Increased standardization should also reduce costs that arise through incompatibilities. Developers could envision electric cars being automatically charged at red lights, for example. One of the most promising advantages beckoning to the public administration sector is the possibility of making blockchains publicly readable or recordable. This would allow money to be traced, rights to be verified and authenticated contracts to be executed.
These challenges can of course also be effectively and securely met using conventional technology. But smart contracts should make things even more efficient and trustworthy. Smart contracts should not come into play where proven technical solutions are already supporting smooth processes. Instead their development should focus on those areas that until now have only been served with difficulty and high friction losses. No need to create problems for smart contracts, instead smart contracts should be examined as solutions for existing problems.
When we look at the legal aspects of programmed contracts, the question arises as to whether in future program code will contain the contract text and create the legal effects – an approach where "code is law". Such an approach has little in common with legal realities, however, even if some smart contract developers maintain otherwise: The "code is law" dogma conflicts with some mandatory aspects of German law.
Even a smart contract cannot exceed the boundaries laid out by the law – no more so than a paper contract. Or in other words: code is not the only law. Instead, the German Civil Code stipulates that a contract's content is always determined by the will of the contracting parties. The circumstances surrounding the conclusion of the contract are also intended to be considered when interpreting it. Add to this the as yet legally untested issue of whether the contract language can be a programming language that is perhaps only expressed in compiled code. Given all this, it is no wonder that many smart contract applications address only pure performance execution, with the legal relationship covered by framework agreements.
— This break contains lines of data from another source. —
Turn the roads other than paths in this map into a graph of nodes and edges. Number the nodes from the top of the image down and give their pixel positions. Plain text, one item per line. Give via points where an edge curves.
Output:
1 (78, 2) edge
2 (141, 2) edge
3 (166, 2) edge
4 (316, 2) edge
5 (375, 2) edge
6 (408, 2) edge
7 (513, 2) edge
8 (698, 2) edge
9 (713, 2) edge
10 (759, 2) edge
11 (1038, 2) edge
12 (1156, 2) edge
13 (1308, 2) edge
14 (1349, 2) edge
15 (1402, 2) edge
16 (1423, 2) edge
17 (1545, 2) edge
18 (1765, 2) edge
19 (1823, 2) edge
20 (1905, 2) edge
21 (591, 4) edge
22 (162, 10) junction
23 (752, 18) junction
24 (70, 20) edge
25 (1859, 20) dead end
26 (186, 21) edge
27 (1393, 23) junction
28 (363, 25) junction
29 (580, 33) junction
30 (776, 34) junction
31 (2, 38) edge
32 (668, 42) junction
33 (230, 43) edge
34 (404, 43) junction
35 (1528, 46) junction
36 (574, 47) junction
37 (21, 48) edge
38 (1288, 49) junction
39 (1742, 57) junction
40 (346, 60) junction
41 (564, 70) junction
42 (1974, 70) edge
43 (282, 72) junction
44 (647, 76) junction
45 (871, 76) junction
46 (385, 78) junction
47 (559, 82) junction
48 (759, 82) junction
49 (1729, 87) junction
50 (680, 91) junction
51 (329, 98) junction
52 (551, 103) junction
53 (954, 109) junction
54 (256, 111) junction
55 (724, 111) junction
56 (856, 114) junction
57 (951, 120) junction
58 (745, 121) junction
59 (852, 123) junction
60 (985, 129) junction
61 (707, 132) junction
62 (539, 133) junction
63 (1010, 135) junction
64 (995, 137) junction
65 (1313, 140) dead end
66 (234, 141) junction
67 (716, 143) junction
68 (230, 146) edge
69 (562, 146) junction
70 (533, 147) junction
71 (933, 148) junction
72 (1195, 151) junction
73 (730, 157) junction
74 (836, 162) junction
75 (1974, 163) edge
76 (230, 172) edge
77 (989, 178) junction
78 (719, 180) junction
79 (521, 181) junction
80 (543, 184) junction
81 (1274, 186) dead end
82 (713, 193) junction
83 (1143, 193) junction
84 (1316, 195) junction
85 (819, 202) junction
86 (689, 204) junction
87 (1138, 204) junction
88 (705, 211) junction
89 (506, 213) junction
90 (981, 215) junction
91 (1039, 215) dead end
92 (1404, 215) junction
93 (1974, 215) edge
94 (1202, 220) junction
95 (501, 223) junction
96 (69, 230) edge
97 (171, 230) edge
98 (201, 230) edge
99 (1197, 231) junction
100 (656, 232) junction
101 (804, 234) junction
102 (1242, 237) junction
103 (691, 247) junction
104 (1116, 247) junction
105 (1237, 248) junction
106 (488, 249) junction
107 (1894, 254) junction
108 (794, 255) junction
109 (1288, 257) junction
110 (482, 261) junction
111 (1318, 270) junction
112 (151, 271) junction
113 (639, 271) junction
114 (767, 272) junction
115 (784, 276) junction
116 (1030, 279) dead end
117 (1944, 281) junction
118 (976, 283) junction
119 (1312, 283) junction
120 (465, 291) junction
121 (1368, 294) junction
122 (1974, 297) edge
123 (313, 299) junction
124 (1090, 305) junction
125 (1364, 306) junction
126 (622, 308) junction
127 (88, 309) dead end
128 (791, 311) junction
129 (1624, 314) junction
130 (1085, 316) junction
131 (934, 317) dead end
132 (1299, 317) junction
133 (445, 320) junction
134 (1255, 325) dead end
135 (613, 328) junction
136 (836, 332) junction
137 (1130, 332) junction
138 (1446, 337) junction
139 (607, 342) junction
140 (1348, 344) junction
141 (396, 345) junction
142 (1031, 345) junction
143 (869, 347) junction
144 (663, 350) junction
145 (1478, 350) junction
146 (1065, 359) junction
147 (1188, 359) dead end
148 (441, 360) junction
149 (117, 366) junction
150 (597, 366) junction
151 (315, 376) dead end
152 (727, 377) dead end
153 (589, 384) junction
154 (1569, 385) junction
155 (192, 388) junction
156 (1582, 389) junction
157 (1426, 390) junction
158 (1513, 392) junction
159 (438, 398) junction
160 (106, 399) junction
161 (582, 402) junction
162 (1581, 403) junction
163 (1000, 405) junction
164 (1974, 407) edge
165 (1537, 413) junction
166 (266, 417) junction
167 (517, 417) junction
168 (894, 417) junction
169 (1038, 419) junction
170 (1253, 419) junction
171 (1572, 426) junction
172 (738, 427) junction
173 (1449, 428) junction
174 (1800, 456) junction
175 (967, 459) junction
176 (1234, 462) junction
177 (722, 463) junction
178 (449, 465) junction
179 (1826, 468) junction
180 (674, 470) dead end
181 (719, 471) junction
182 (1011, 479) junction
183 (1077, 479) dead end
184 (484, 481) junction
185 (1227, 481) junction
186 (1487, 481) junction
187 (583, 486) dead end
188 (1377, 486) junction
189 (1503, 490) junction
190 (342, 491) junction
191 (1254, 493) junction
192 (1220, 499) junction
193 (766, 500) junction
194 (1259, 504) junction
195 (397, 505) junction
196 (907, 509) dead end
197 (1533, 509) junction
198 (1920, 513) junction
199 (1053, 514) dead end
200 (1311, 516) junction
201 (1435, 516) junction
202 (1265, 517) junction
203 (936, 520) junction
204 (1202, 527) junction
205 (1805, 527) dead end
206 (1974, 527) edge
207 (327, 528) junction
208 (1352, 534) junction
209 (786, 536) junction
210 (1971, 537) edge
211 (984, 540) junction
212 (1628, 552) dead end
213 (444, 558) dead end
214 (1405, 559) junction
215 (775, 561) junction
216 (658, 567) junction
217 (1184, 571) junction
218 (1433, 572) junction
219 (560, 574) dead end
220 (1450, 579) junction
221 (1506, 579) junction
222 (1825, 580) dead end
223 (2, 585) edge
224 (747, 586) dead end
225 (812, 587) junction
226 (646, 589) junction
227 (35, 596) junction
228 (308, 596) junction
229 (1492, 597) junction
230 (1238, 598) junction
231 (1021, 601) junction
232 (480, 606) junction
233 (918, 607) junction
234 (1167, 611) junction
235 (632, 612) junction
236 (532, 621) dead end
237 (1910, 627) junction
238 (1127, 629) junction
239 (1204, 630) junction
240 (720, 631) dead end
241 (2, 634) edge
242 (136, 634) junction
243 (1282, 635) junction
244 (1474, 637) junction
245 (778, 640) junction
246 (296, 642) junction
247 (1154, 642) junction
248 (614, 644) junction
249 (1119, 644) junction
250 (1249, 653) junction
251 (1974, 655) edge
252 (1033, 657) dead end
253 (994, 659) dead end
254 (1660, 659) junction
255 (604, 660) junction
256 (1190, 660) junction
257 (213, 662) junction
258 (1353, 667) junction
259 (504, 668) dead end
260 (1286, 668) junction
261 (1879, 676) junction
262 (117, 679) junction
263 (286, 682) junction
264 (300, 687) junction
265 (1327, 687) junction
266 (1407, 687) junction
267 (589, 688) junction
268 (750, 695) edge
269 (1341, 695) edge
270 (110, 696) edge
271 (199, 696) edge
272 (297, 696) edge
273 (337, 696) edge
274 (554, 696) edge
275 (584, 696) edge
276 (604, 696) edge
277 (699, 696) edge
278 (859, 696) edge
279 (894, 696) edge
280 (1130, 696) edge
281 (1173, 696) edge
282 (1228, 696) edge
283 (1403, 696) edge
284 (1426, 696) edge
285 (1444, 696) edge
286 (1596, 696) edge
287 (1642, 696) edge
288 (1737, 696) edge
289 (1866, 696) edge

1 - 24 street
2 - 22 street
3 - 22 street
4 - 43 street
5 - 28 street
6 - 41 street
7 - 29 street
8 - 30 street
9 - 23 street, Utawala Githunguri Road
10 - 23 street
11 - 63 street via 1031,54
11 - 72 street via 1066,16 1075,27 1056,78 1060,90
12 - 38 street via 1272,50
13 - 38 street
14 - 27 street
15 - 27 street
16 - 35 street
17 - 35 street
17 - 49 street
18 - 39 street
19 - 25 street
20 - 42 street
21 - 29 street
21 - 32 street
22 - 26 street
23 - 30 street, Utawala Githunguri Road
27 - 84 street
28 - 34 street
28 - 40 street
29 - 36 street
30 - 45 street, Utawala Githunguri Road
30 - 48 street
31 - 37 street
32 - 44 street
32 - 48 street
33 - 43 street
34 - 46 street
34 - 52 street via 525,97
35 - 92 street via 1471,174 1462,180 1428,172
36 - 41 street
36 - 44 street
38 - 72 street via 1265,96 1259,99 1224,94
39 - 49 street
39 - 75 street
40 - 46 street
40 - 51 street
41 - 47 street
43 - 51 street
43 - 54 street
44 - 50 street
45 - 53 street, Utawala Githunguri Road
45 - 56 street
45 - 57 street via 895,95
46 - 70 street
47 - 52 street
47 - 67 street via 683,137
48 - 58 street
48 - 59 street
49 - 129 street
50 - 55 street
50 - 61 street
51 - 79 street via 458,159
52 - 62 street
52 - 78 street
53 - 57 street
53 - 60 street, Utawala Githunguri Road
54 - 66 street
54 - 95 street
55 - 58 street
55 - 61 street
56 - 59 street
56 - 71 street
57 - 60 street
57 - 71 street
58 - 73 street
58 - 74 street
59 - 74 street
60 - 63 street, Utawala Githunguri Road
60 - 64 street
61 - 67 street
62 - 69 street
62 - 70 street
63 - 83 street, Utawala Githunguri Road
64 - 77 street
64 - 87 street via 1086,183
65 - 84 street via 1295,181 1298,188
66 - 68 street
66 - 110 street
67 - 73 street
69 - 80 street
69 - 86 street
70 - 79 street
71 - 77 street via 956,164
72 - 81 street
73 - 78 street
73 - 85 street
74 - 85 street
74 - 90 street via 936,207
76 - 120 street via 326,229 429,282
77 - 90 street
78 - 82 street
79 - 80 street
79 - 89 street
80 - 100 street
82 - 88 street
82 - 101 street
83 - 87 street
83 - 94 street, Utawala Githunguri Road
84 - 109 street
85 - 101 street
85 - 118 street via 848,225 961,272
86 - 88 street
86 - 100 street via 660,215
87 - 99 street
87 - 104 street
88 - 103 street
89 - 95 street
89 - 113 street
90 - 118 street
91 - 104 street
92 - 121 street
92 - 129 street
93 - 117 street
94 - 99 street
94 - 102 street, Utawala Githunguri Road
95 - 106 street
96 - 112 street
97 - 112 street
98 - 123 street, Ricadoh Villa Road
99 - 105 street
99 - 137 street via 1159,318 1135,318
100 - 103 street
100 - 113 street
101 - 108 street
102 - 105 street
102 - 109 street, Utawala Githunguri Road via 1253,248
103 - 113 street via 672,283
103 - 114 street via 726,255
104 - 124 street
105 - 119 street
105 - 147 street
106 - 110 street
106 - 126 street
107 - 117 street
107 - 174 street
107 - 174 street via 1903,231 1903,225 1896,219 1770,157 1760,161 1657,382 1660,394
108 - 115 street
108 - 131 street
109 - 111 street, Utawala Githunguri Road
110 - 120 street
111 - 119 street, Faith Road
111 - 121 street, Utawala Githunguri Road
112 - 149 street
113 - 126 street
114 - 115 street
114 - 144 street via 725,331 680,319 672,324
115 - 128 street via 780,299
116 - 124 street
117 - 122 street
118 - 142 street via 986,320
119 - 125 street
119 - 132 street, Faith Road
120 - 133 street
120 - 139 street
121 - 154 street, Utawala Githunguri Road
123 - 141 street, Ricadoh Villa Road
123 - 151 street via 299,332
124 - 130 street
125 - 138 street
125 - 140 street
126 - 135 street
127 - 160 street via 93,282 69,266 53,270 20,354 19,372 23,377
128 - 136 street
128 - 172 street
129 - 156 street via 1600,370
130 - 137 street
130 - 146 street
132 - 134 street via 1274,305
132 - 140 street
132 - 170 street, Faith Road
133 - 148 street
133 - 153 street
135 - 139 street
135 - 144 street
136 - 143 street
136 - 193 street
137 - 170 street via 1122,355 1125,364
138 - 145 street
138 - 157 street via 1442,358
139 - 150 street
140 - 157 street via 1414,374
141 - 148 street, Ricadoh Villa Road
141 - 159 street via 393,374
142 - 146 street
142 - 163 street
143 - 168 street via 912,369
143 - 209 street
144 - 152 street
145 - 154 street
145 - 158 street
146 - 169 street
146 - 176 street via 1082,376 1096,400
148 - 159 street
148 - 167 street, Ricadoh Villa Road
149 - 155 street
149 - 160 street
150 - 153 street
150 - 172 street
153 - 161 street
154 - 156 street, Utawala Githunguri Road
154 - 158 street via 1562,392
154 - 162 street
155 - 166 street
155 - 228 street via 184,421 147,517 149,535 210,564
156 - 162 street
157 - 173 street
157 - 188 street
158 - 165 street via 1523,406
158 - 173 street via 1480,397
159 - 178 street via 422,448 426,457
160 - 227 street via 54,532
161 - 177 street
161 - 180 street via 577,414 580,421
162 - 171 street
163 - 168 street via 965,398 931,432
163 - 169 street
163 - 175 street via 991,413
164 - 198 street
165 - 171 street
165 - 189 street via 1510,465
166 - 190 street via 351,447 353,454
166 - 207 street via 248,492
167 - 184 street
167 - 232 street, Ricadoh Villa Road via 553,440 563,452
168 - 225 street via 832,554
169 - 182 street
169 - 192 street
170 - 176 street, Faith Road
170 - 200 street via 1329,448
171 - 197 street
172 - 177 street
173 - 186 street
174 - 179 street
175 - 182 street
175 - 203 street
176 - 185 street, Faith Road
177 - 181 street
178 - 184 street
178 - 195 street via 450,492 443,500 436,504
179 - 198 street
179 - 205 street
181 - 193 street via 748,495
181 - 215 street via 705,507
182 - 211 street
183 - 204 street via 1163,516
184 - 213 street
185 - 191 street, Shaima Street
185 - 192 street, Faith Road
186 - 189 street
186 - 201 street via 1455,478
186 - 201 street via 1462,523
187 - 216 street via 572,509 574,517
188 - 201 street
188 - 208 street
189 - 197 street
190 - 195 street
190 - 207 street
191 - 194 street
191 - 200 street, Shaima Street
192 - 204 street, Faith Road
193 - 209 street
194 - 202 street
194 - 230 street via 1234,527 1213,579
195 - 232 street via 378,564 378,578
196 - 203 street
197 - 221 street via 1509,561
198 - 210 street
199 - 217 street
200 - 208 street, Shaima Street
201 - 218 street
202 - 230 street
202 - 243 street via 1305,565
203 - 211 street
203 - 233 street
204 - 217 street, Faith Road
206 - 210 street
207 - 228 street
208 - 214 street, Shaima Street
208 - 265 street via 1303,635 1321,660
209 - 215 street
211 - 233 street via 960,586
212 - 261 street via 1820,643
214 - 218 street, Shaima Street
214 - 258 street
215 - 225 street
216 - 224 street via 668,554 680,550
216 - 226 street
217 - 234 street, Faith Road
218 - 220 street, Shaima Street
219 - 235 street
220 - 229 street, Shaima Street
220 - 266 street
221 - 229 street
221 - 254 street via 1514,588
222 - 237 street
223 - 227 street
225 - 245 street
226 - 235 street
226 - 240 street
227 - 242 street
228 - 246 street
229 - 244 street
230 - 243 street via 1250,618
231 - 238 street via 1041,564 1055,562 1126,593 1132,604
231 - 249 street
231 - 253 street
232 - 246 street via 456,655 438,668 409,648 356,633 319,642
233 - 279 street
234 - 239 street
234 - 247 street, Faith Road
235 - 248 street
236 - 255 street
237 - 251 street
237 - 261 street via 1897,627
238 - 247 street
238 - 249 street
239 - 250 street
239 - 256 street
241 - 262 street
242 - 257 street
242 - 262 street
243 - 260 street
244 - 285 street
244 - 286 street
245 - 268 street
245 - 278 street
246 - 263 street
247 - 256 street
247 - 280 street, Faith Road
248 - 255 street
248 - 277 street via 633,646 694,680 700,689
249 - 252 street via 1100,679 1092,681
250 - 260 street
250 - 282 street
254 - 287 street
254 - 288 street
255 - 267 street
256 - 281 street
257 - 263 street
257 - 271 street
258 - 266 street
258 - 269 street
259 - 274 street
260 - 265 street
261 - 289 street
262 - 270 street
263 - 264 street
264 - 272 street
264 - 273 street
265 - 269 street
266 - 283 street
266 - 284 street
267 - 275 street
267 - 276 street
Still, we should remember that today's body of law already contains the necessary instruments to meet the challenges posed by these new technologies. For developers this means that they must comply with existing law when programming smart contracts: For example, the automation of service provision by the smart contract can be a weakness, when the smart contract deviates from the actual will of at least one of the contracting parties. It might make sense in such cases to open up capacity for a type of arbitration instance in the algorithm, even if this goes against some of the advantages of blockchain. Developers should also keep in mind that it can make sense to program warranty rights into the smart contract, for example, so that the legal consequences of a performance deficiency can be automatically demonstrated.
The further development of smart contracts not only faces technical challenges, but is also dependent on the resolution of the related legal questions. Open issues are apparent in the areas of data and consumer protection law, competition and cartel law, and surrounding liability for incorrectly programmed smart contracts.
And that is not all: If we assume that under certain circumstances programming smart contracts represents a legal service under the meaning of the German Legal Services Act, this raises the question of whether and to what extent programmers are allowed to create such smart contracts without qualified legal support. And lastly we can ask whether smart contract providers will need to comply with regulatory requirements, or even a "lex smart contract", in the future. There is plenty of suspense around future developments.